Henry, a second-year high school student in Cape Town, is under pressure from his father, who wants him to excel in sports, particularly rugby, for which he has little talent and inclination. His father is always comparing him with his older brother to his disadvantage. However, Henry (nicknamed “King Henry”) is a computer whiz-kid, and appreciated as such by the teacher in charge of the computing centre. A new girl, Aisha, with an interest in computers, joins the school and applies to the teacher to become a computer assistant.
Not being good at sports and gregarious by nature, Henry spends much time visiting chat rooms on the Internet. In this way he befriends an apparently older man, who seems to be the only person who really understands him. What Henry writes to his correspondent about himself is not the truth, but he does not realise that the man also does not tell the truth about himself. Henry agrees to meet the man at a pizza parlour after a rugby game. Luckily, Aisha sees Henry go off with the man, whom she views with suspicion, and tells Henry’s elder brother. The man takes Henry to a porn movie house and makes sexual overtures. Henry is shocked, and he flees in a daze. Following Aisha’s tip, his brother rescues him and takes him home.

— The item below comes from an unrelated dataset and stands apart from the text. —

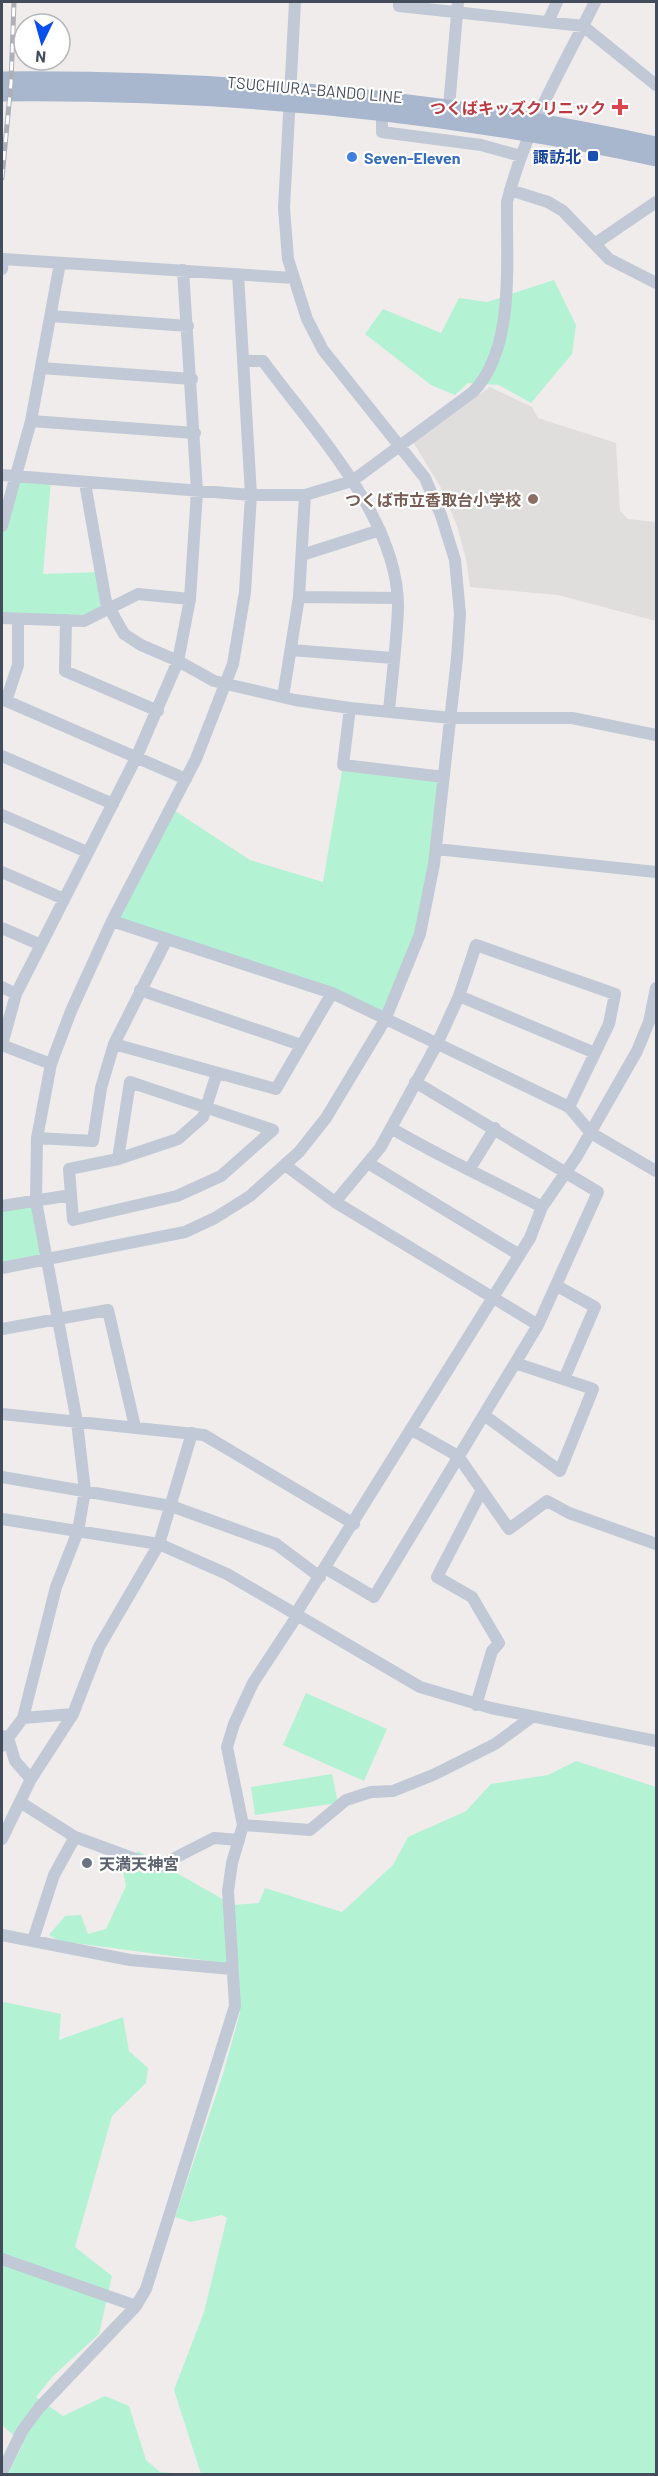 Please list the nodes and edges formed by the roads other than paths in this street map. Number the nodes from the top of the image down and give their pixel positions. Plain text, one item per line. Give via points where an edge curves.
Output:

All ends well when Henry testifies to the police, who had been trying to catch this paedophile. Henry receives counselling and decides to tell his story to the whole school as a warning to other susceptible pupils. At the school assembly it is also announced that Henry and Aisha had performed very well in a countrywide computer olympiad in which they had participated.
The story is well written and true to life. Not only will it entertain young adults, but it will also inform parents, in a sympathetic manner, of the dangers their children face. The book received the 2005 Afrikaans Language and Cultural Association (ATKV) award for youth literature, an award adjudicated by adults as well as young readers.